In der Lehmgrube der Ziegelei Aubenham wurden seit 1973 immer wieder bedeutende Funde von fossilen Pflanzen gemacht. Art und Häufigkeit der Funde zeigten, dass das Gelände der Lehmgrube nicht nur ein sehr schönes geologisches Profil bietet, sondern auch eine fossile Flora, die heute in Süddeutschland einmalig ist.
Die fossile Flora von Aubenham gehört zu den typischen Vegetationseinheiten der Oberen Süßwassermolasse (OSM), also den Ablagerungen der letzten 20 - 10 Millionen Jahren in Bayern und Baden-Württemberg. Sie gehört allerdings zum jüngsten Typus dieser Floren und hat deshalb nur noch wenige hoch subtropische Formen bei den exotischen Pflanzenarten aufzuweisen. Als Besonderheiten in Bayern können die nur aus Aubenham bekannten Formen Asimina (eine tropische Annonacee) und die Buche, die früher noch nicht vorkam, gelten.

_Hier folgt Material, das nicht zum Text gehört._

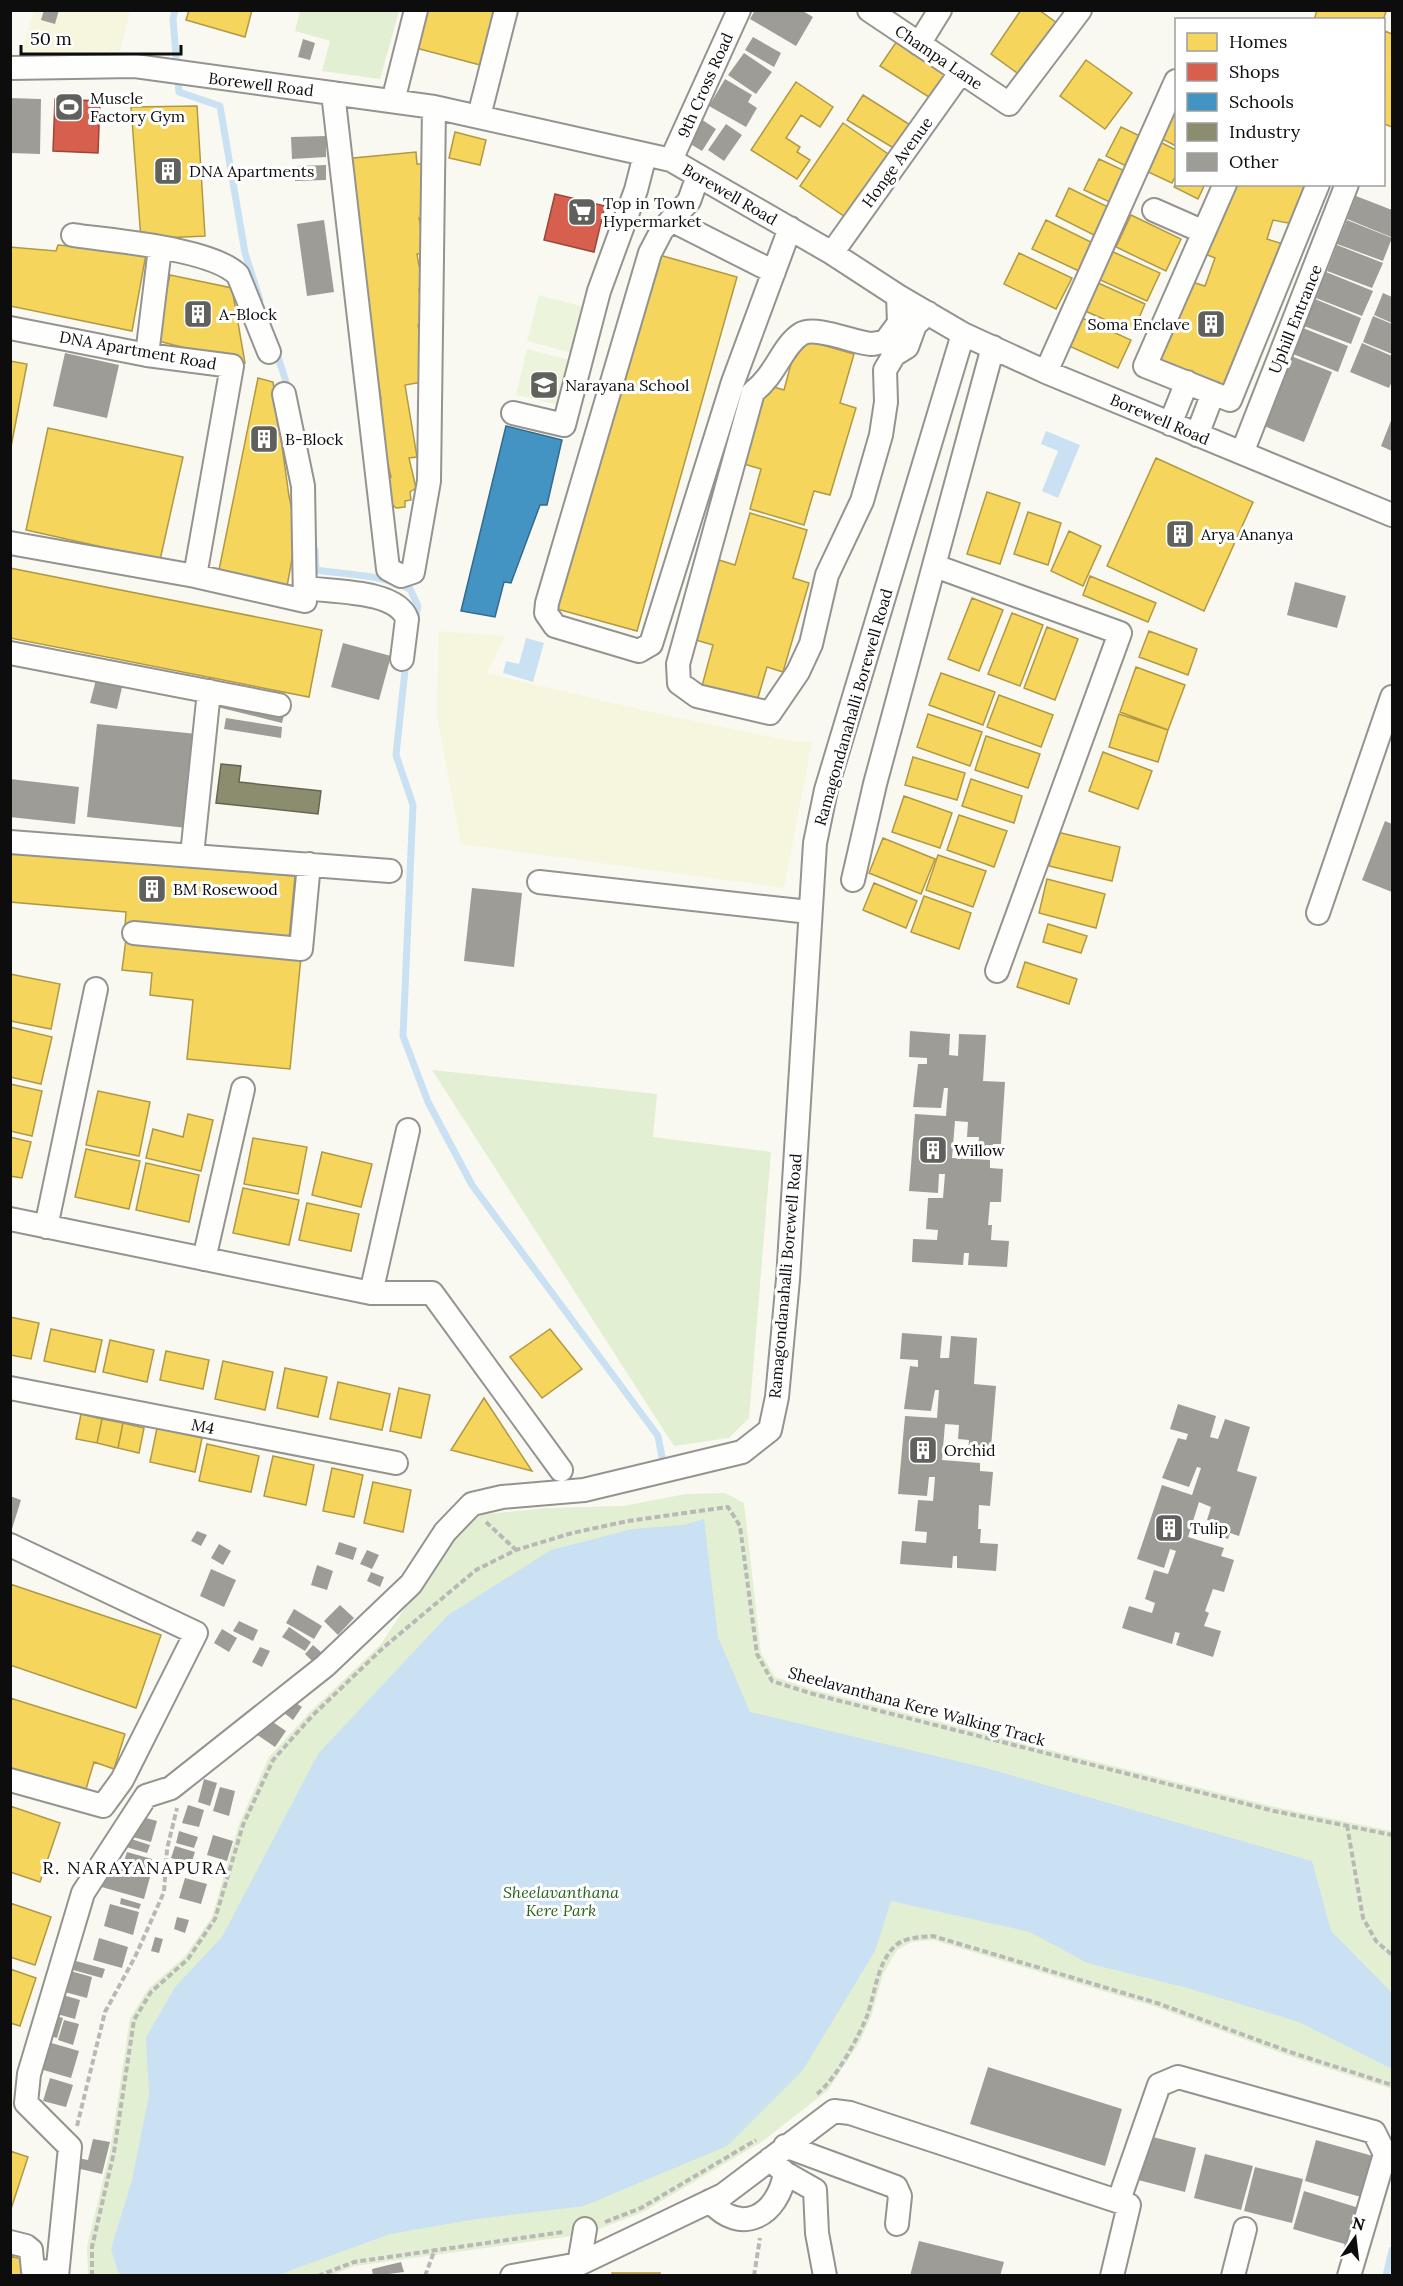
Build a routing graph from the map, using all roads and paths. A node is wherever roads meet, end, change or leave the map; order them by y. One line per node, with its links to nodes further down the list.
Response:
1 (416, 10): 12 (street)
2 (506, 10): 14 (street)
3 (739, 10): 16 (street, 9th Cross Road)
4 (869, 10): 7 (street, Champa Lane)
5 (940, 10): 7 (street)
6 (1080, 10): 9 (street, Champa Lane)
7 (918, 44): 9 (street, Champa Lane)
8 (10, 68): 11 (street, Borewell Road)
9 (961, 72): 27 (street, Honge Avenue)
10 (1175, 83): 38 (street)
11 (333, 93): 12 (street, Borewell Road); 13 (street)
12 (393, 101): 13 (street, Borewell Road)
13 (434, 106): 14 (street, Borewell Road)
14 (479, 116): 15 (street, Borewell Road)
15 (645, 154): 16 (street, Borewell Road); 42 (street)
16 (671, 160): 17 (street, Borewell Road)
17 (698, 176): 22 (street); 23 (street, Borewell Road)
18 (1225, 186): 24 (street)
19 (1317, 186): 40 (street)
20 (1346, 186): 45 (street, Uphill Entrance)
21 (1154, 210): 24 (street)
22 (671, 220): 28 (street); 28 (street)
23 (789, 228): 27 (street, Borewell Road); 28 (street)
24 (1204, 232): 39 (street)
25 (73, 235): 26 (street)
26 (160, 248): 35 (street); 36 (street)
27 (832, 253): 29 (street, Borewell Road)
28 (774, 272)
29 (898, 296): 30 (street, Borewell Road); 33 (street)
30 (928, 313): 32 (street, Borewell Road); 37 (street)
31 (10, 328): 36 (street, DNA Apartment Road)
32 (963, 334): 34 (street, Borewell Road); 62 (street, Ramagondanahalli Borewell Road)
33 (870, 344): 37 (street); 37 (street)
34 (993, 347): 38 (street, Borewell Road); 48 (street)
35 (268, 352)
36 (147, 354): 49 (street, DNA Apartment Road)
37 (885, 370)
38 (1046, 372): 43 (street, Borewell Road)
39 (1187, 382): 40 (street); 43 (street)
40 (1213, 393): 44 (street)
41 (284, 394): 50 (street)
42 (513, 413)
43 (1170, 424): 44 (street, Borewell Road)
44 (1197, 435): 45 (street, Borewell Road)
45 (1242, 453): 46 (street, Borewell Road)
46 (1392, 515)
47 (10, 543): 49 (street)
48 (935, 566): 60 (street); 65 (street)
49 (195, 576): 50 (street)
50 (305, 588): 52 (street)
51 (10, 653): 53 (street)
52 (402, 658)
53 (209, 691): 55 (street); 57 (street)
54 (1392, 697): 63 (street)
55 (279, 705)
56 (10, 842): 57 (street)
57 (192, 855): 58 (street)
58 (309, 864): 59 (street); 64 (street)
59 (390, 871)
60 (853, 880)
61 (539, 882): 62 (street)
62 (809, 912): 76 (street, Ramagondanahalli Borewell Road)
63 (1318, 913)
64 (134, 933)
65 (997, 971)
66 (96, 989): 70 (street)
67 (243, 1089): 71 (street)
68 (408, 1130): 72 (street)
69 (10, 1219): 70 (street)
70 (46, 1227): 71 (street)
71 (204, 1259): 72 (street)
72 (371, 1293): 75 (street)
73 (10, 1388): 74 (street, M4)
74 (396, 1463)
75 (561, 1470)
76 (472, 1504): 78 (path); 81 (street)
77 (10, 1545): 80 (street)
78 (516, 1550): 83 (path, Sheelavanthana Kere Walking Track); 102 (path, Sheelavanthana Kere Walking Track)
79 (10, 1780): 80 (street)
80 (122, 1780): 82 (street)
81 (171, 1788): 82 (street); 89 (path)
82 (146, 1796): 89 (street)
83 (1347, 1825): 84 (path, Sheelavanthana Kere Walking Track); 85 (path)
84 (1392, 1835)
85 (1392, 1955)
86 (1392, 2085): 87 (path)
87 (816, 2095)
88 (760, 2138): 95 (path)
89 (70, 2146): 101 (street)
90 (780, 2159): 91 (street); 92 (street); 93 (street); 94 (street); 107 (street)
91 (1119, 2200): 108 (street); 110 (street)
92 (710, 2201): 93 (street); 99 (street)
93 (763, 2214): 106 (path)
94 (897, 2224)
95 (585, 2229): 98 (path); 99 (street)
96 (1245, 2229): 109 (street)
97 (10, 2242): 100 (street)
98 (435, 2249): 103 (path); 104 (path)
99 (579, 2264): 105 (street)
100 (33, 2273): 101 (street)
101 (57, 2274)
102 (92, 2276)
103 (318, 2276)
104 (425, 2276)
105 (512, 2276)
106 (754, 2276)
107 (825, 2276)
108 (1112, 2276)
109 (1233, 2276)
110 (1349, 2276)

Um diese einmalige Fundstelle zu erhalten und später nach Schließung der Lehmgrube der Öffentlichkeit zugänglich zu machen, schloss der Landkreis Mühldorf mit der Firma Adam Holzner KG, Ziegelwerk Aubenham, im März 1993 eine Vereinbarung, die die Errichtung eines Freilichtmuseums und eines sog. Tertiärwaldes gestattet.
Entsprechend dem Museumskonzept gliedert sich die Museumsfläche in die Bereiche:
- Aubenham Tertiär mit dem Museum (Ausstellung der Funde), der Fundstelle, an der auch weiterhin noch Grabungen möglich sein sollen sowie einem Aue- u. Hangwald (mit exotischer Ausprägung).
- Bayern Tertiär (Darstellung der bayernweit vorgekommenen Tertiärvegetation).
Die zwei Bereiche sind durch ein differenziertes Wegesystem miteinander verbunden und vor allem auch zu begehen. Ein Teilabschnitt der Anlage wurde bereits 1995 fertiggestellt und ist auch der Öffentlichkeit zugänglich.